TASK OBJECTIVE » This exercise asks for a copy of each line in the records below with the word "fillStyle" in it.

RECORD EXCERPTS »
____

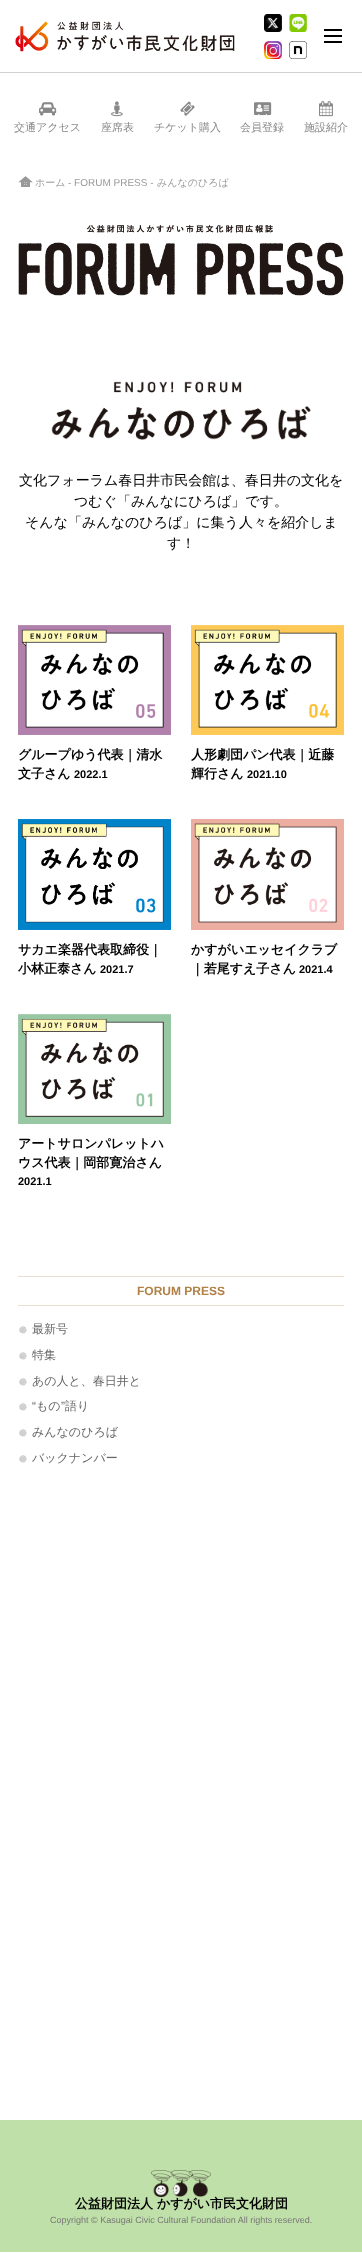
async function draw(canvas) {
  canvas.width = 362
  canvas.height = 2253
  const ctx = canvas.getContext('2d')
  ctx.miterLimit = 4
  ctx.fontKerning = 'normal'
  async function loadImage(src) {
    const img = new Image()
    img.src = src
    await img.decode()
    return img
  }

  ctx.fillStyle = '#fff'
  ctx.fillRect(0, 0, 362, 2253)
  ctx.fillStyle = '#d1d1d1'
  ctx.fillRect(0, 72, 362, 1)
  ctx.drawImage(await loadImage('image0.png'), 15, 21, 220, 31)
  ctx.drawImage(await loadImage('image1.png'), 264, 14, 18, 18)
  ctx.drawImage(await loadImage('image2.png'), 289, 14, 18, 18)
  ctx.drawImage(await loadImage('image3.png'), 264, 41, 18, 18)
  ctx.drawImage(await loadImage('image4.png'), 289, 41, 18, 18)
  ctx.fillStyle = '#000'
  ctx.fillRect(324, 35, 18, 2)
  ctx.fillRect(324, 29, 18, 2)
  ctx.fillRect(324, 41, 18, 2)
  ctx.drawImage(await loadImage('image5.png'), 39, 102, 18, 14)
  ctx.font = '500 11px WenQuanYi Zen Hei'
  ctx.fillStyle = '#888'
  ctx.fillText('交通アクセス', 14, 131)
  ctx.drawImage(await loadImage('image6.png'), 111, 101, 12, 16)
  ctx.fillText('座席表', 101, 131)
  ctx.drawImage(await loadImage('image7.png'), 180, 101, 15, 15)
  ctx.fillText('チケット購入', 154, 131)
  ctx.drawImage(await loadImage('image8.png'), 254, 102, 18, 14)
  ctx.fillText('会員登録', 240, 131)
  ctx.drawImage(await loadImage('image9.png'), 319, 101, 14, 16)
  ctx.fillText('施設紹介', 304, 131)
  ctx.drawImage(await loadImage('image10.png'), 18, 176, 15, 11)
  ctx.font = '500 10px WenQuanYi Zen Hei'
  ctx.fillStyle = '#999'
  ctx.fillText('ホーム', 35, 186)
  ctx.font = '10px Liberation Sans'
  ctx.fillText('- FORUM PRESS -', 68, 186)
  ctx.font = '500 10px WenQuanYi Zen Hei'
  ctx.fillText('みんなのひろば', 157, 186)
  ctx.drawImage(await loadImage('image11.png'), 18, 224, 326, 72)
  ctx.drawImage(await loadImage('image12.png'), 51, 381, 260, 59)
  ctx.font = '500 14px WenQuanYi Zen Hei'
  ctx.fillStyle = '#000'
  ctx.fillText('文化フォーラム春日井市民会館は、春日井の文化を', 19, 485)
  ctx.fillText('つむぐ「みんなにひろば」です。', 74, 506)
  ctx.fillText('そんな「みんなのひろば」に集う人々を紹介しま', 25, 527)
  ctx.fillText('す！', 167, 548)
  ctx.drawImage(await loadImage('image13.png'), 18, 625, 153, 110)
  ctx.font = 'bold 13px WenQuanYi Zen Hei'
  ctx.fillText('グループゆう代表｜清水', 18, 759)
  ctx.fillText('文子さん', 18, 778)
  ctx.font = 'bold 11px Liberation Sans'
  ctx.fillText('2022.1', 74, 778)
  ctx.drawImage(await loadImage('image14.png'), 191, 625, 153, 110)
  ctx.font = 'bold 13px WenQuanYi Zen Hei'
  ctx.fillText('人形劇団パン代表｜近藤', 191, 759)
  ctx.fillText('輝行さん', 191, 778)
  ctx.font = 'bold 11px Liberation Sans'
  ctx.fillText('2021.10', 247, 778)
  ctx.drawImage(await loadImage('image15.png'), 18, 819, 153, 111)
  ctx.font = 'bold 13px WenQuanYi Zen Hei'
  ctx.fillText('サカエ楽器代表取締役｜', 18, 954)
  ctx.fillText('小林正泰さん', 18, 973)
  ctx.font = 'bold 11px Liberation Sans'
  ctx.fillText('2021.7', 100, 973)
  ctx.drawImage(await loadImage('image16.png'), 191, 819, 153, 111)
  ctx.font = 'bold 13px WenQuanYi Zen Hei'
  ctx.fillText('かすがいエッセイクラブ', 191, 954)
  ctx.fillText('｜若尾すえ子さん', 191, 973)
  ctx.font = 'bold 11px Liberation Sans'
  ctx.fillText('2021.4', 299, 973)
  ctx.drawImage(await loadImage('image17.png'), 18, 1014, 153, 110)
  ctx.font = 'bold 13px WenQuanYi Zen Hei'
  ctx.fillText('アートサロンパレットハ', 18, 1148)
  ctx.fillText('ウス代表｜岡部寛治さん', 18, 1167)
  ctx.font = 'bold 11px Liberation Sans'
  ctx.fillText('2021.1', 18, 1185)
  ctx.fillStyle = '#ebdfd0'
  ctx.fillRect(18, 1276, 326, 1)
  ctx.fillRect(18, 1305, 326, 1)
  ctx.font = 'bold 12px Liberation Sans'
  ctx.fillStyle = '#b08045'
  ctx.fillText('FORUM PRESS', 137, 1295)
  ctx.drawImage(await loadImage('image18.png'), 19, 1326, 8, 8)
  ctx.font = '500 12px WenQuanYi Zen Hei'
  ctx.fillStyle = '#666'
  ctx.fillText('最新号', 32, 1333)
  ctx.drawImage(await loadImage('image18.png'), 19, 1352, 8, 8)
  ctx.fillText('特集', 32, 1359)
  ctx.drawImage(await loadImage('image18.png'), 19, 1378, 8, 8)
  ctx.fillText('あの人と、春日井と', 32, 1385)
  ctx.drawImage(await loadImage('image18.png'), 19, 1403, 8, 8)
  ctx.font = '12px Liberation Sans'
  ctx.fillText('“', 32, 1410)
  ctx.font = '500 12px WenQuanYi Zen Hei'
  ctx.fillText('もの', 36, 1410)
  ctx.font = '12px Liberation Sans'
  ctx.fillText('”', 61, 1410)
  ctx.font = '500 12px WenQuanYi Zen Hei'
  ctx.fillText('語り', 65, 1410)
  ctx.drawImage(await loadImage('image18.png'), 19, 1429, 8, 8)
  ctx.fillText('みんなのひろば', 32, 1436)
  ctx.drawImage(await loadImage('image18.png'), 19, 1455, 8, 8)
  ctx.fillText('バックナンバー', 32, 1462)
  ctx.fillStyle = '#c0e0aa'
  ctx.fillRect(0, 2120, 362, 132)
  ctx.drawImage(await loadImage('image19.png'), 151, 2170, 60, 27)
  ctx.font = 'bold 13px WenQuanYi Zen Hei'
  ctx.fillStyle = '#000'
  ctx.fillText('公益財団法人 かすがい市民文化財団', 75, 2208)
  ctx.font = '9px Liberation Sans'
  ctx.fillStyle = '#777'
  ctx.fillText('Copyright © Kasugai Civic Cultural Foundation All rights reserved.', 50, 2223)
}

draw(document.querySelector('canvas'))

____

REPLY TO THE EXERCISE »
  ctx.fillStyle = '#fff'
  ctx.fillStyle = '#d1d1d1'
  ctx.fillStyle = '#000'
  ctx.fillStyle = '#888'
  ctx.fillStyle = '#999'
  ctx.fillStyle = '#000'
  ctx.fillStyle = '#ebdfd0'
  ctx.fillStyle = '#b08045'
  ctx.fillStyle = '#666'
  ctx.fillStyle = '#c0e0aa'
  ctx.fillStyle = '#000'
  ctx.fillStyle = '#777'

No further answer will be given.